### Exercise instructions
Only the lines from the one containing "Please list the nodes and edges formed by the" through the last line of the data are to be written out, exactly and in full.

(Stored data)

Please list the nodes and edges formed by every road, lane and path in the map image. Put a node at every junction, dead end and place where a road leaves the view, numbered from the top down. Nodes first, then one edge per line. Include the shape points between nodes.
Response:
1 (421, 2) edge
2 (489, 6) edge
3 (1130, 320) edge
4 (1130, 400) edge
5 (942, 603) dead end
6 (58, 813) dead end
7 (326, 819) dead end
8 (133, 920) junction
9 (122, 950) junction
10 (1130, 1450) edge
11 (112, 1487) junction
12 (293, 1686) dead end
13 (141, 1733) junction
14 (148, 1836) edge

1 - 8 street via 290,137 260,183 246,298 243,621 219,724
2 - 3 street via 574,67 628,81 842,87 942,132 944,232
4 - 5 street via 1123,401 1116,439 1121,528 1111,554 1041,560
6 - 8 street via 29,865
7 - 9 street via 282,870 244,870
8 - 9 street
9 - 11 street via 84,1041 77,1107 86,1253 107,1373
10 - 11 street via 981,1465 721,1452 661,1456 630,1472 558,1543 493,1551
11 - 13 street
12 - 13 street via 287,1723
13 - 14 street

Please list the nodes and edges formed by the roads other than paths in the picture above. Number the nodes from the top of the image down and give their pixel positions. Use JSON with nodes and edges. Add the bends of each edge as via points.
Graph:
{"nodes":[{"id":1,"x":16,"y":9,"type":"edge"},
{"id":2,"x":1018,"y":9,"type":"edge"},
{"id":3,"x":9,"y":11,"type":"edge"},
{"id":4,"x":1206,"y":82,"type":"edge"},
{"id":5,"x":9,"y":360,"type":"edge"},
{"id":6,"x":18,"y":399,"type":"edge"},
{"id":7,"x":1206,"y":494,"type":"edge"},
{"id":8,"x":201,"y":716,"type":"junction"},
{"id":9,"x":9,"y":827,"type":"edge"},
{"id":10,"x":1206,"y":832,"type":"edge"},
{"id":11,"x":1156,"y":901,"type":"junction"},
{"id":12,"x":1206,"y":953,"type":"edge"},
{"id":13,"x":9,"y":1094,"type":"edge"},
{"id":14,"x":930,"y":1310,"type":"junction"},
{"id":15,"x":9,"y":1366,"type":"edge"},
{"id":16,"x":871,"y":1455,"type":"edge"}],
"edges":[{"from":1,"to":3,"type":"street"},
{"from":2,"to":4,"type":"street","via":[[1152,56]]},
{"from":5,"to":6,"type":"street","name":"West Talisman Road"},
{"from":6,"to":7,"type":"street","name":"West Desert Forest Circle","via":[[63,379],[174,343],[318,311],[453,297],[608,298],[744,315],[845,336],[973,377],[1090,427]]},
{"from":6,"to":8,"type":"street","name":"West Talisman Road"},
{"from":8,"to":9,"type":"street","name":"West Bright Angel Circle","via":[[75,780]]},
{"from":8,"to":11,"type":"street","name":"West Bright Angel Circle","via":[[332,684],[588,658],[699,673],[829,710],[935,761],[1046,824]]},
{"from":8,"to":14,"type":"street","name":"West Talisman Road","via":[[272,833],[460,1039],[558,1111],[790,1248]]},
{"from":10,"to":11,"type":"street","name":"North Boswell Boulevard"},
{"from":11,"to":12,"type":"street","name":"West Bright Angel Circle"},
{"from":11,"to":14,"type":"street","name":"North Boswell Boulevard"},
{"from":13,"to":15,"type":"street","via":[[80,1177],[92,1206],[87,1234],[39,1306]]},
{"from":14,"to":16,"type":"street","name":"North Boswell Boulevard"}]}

### Expected output
Please list the nodes and edges formed by the roads other than paths in the picture above. Number the nodes from the top of the image down and give their pixel positions. Use JSON with nodes and edges. Add the bends of each edge as via points.
Graph:
{"nodes":[{"id":1,"x":16,"y":9,"type":"edge"},
{"id":2,"x":1018,"y":9,"type":"edge"},
{"id":3,"x":9,"y":11,"type":"edge"},
{"id":4,"x":1206,"y":82,"type":"edge"},
{"id":5,"x":9,"y":360,"type":"edge"},
{"id":6,"x":18,"y":399,"type":"edge"},
{"id":7,"x":1206,"y":494,"type":"edge"},
{"id":8,"x":201,"y":716,"type":"junction"},
{"id":9,"x":9,"y":827,"type":"edge"},
{"id":10,"x":1206,"y":832,"type":"edge"},
{"id":11,"x":1156,"y":901,"type":"junction"},
{"id":12,"x":1206,"y":953,"type":"edge"},
{"id":13,"x":9,"y":1094,"type":"edge"},
{"id":14,"x":930,"y":1310,"type":"junction"},
{"id":15,"x":9,"y":1366,"type":"edge"},
{"id":16,"x":871,"y":1455,"type":"edge"}],
"edges":[{"from":1,"to":3,"type":"street"},
{"from":2,"to":4,"type":"street","via":[[1152,56]]},
{"from":5,"to":6,"type":"street","name":"West Talisman Road"},
{"from":6,"to":7,"type":"street","name":"West Desert Forest Circle","via":[[63,379],[174,343],[318,311],[453,297],[608,298],[744,315],[845,336],[973,377],[1090,427]]},
{"from":6,"to":8,"type":"street","name":"West Talisman Road"},
{"from":8,"to":9,"type":"street","name":"West Bright Angel Circle","via":[[75,780]]},
{"from":8,"to":11,"type":"street","name":"West Bright Angel Circle","via":[[332,684],[588,658],[699,673],[829,710],[935,761],[1046,824]]},
{"from":8,"to":14,"type":"street","name":"West Talisman Road","via":[[272,833],[460,1039],[558,1111],[790,1248]]},
{"from":10,"to":11,"type":"street","name":"North Boswell Boulevard"},
{"from":11,"to":12,"type":"street","name":"West Bright Angel Circle"},
{"from":11,"to":14,"type":"street","name":"North Boswell Boulevard"},
{"from":13,"to":15,"type":"street","via":[[80,1177],[92,1206],[87,1234],[39,1306]]},
{"from":14,"to":16,"type":"street","name":"North Boswell Boulevard"}]}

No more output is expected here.